2

35 7 1
                                    

Mungkin penampakanku sudah persis tikus kecebur got. Rambut awut-awutan karena melepas jas hujan. Rok merah basah kena air genangan hujan. Riasan luntur kena hujan. Tapi aku nekat masuk.

Dari sekian banyak gedung pencakar langit yang pernah aku masuki, gedung ini yang paling mewah. Bukan mepet sawah ya, tapi mewah dalam arti sebenarnya. Ubinnya marmer warna cokelat, ada aksen hitamnya. Orang yang lalu lalang semuanya pakai baju rapi, yang cewek akai high heels yang bunyinya 'kletak-kletok', yang cowok pakai kemeja pas badan kayak cogan di drakor-drakor yang kalau dibuka, langsung kelihatan otot aduhai merusak iman. Setiap ada yang masuk, aku mencium wangi semerbak parfum mahal. Tebak-tebak buah manggis, aku tebak gaji karyawan yang kerja di sini melebihi upah minimum pemerintah.

"Mau ke mana, Dek?" Pak Satpam menghadang saat aku belum jalan setengah meter.

Aku senang sih dibilang awet muda, tapi ya nggak sampai dipanggil 'Dek' juga kali. Serasa punya banyak kakak saja. Mending dipanggil 'Kak' atau 'Mbak' daripada 'Dek'.

"Mau ke CUAN Law Firm," kataku tidak sabar. Rokku basah ditambah AC dingin semriwing. Aku bisa mati kedinginan.

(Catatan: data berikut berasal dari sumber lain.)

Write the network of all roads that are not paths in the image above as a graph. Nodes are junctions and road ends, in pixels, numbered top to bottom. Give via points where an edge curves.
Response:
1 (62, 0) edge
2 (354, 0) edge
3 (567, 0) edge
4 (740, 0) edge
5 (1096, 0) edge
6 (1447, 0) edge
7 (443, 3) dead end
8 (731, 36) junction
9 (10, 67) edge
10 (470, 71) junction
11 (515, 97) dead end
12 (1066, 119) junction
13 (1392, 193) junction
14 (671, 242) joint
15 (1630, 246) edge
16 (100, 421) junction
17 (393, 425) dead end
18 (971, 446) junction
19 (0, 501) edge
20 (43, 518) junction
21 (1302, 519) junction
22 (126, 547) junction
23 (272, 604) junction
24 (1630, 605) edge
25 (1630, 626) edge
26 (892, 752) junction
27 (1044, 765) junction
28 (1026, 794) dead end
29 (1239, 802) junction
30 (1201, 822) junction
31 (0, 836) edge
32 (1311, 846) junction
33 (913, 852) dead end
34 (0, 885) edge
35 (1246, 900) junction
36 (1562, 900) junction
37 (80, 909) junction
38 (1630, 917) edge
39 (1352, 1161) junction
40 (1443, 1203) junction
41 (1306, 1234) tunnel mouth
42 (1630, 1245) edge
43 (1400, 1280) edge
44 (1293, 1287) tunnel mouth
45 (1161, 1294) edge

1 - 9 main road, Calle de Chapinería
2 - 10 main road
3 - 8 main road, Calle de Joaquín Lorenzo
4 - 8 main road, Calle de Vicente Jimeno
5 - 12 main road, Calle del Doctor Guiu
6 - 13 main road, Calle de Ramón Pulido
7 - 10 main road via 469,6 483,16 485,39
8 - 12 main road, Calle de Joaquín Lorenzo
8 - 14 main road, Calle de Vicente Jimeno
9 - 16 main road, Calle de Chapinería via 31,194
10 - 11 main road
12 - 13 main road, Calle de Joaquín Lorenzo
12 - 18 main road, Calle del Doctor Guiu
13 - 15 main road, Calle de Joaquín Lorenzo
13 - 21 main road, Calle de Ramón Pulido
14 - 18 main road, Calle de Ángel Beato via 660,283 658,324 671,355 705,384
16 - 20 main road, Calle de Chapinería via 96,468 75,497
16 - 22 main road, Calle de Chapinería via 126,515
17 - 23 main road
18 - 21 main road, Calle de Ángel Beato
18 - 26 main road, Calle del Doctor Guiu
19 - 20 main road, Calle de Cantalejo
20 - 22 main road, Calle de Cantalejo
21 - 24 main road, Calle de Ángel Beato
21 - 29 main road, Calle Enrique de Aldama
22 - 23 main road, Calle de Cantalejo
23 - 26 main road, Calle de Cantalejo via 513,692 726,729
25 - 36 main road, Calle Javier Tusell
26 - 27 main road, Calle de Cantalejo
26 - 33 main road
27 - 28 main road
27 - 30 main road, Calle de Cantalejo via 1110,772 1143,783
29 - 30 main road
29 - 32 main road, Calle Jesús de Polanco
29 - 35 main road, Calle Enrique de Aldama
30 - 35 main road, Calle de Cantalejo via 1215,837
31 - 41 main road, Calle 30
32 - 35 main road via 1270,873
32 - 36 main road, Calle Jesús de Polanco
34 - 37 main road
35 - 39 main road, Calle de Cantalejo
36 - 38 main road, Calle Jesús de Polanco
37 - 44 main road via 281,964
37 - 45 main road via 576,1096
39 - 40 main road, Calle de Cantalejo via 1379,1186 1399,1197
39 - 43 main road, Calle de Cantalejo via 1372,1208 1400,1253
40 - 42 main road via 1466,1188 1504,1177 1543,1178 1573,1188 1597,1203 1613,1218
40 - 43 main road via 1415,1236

"Kenapa? Orang tuanya mau cerai ya?" tanya Pak Satpam.

Sembarangan saja ini orang main tuduh. Bisa kena pasal fitnah. Kenapa banyak orang sok tahu? Memangnya mukaku kelihatan kayak anak hilang banget ya?

"Bapak aku sudah meninggal, nggak mungkin cerai sama Ibu."

Gara-gara Pak Satpam sok tahu, aku jadi terpaksa menjelaskan keadaan keluargaku.

"Oh, mau gugat warisan," Pak Satpam melanjutkan ke-sok tahuan-nya. "Tapi CUAN Law Firm mahal lho, Dek. Biasanya artis sama pejabat yang pakai jasanya."

Wah, nganggap sepele nih Pak Satpam. Mukaku kere banget ya?

"Bapak nggak tahu ya siapa orang tuaku?" tanyaku dengan mata memicing. Pak Satpam menggeleng.

"Bapak tahu siapa yang punya gedung ini?" tanyaku lagi. Pak Satpam masih menggeleng.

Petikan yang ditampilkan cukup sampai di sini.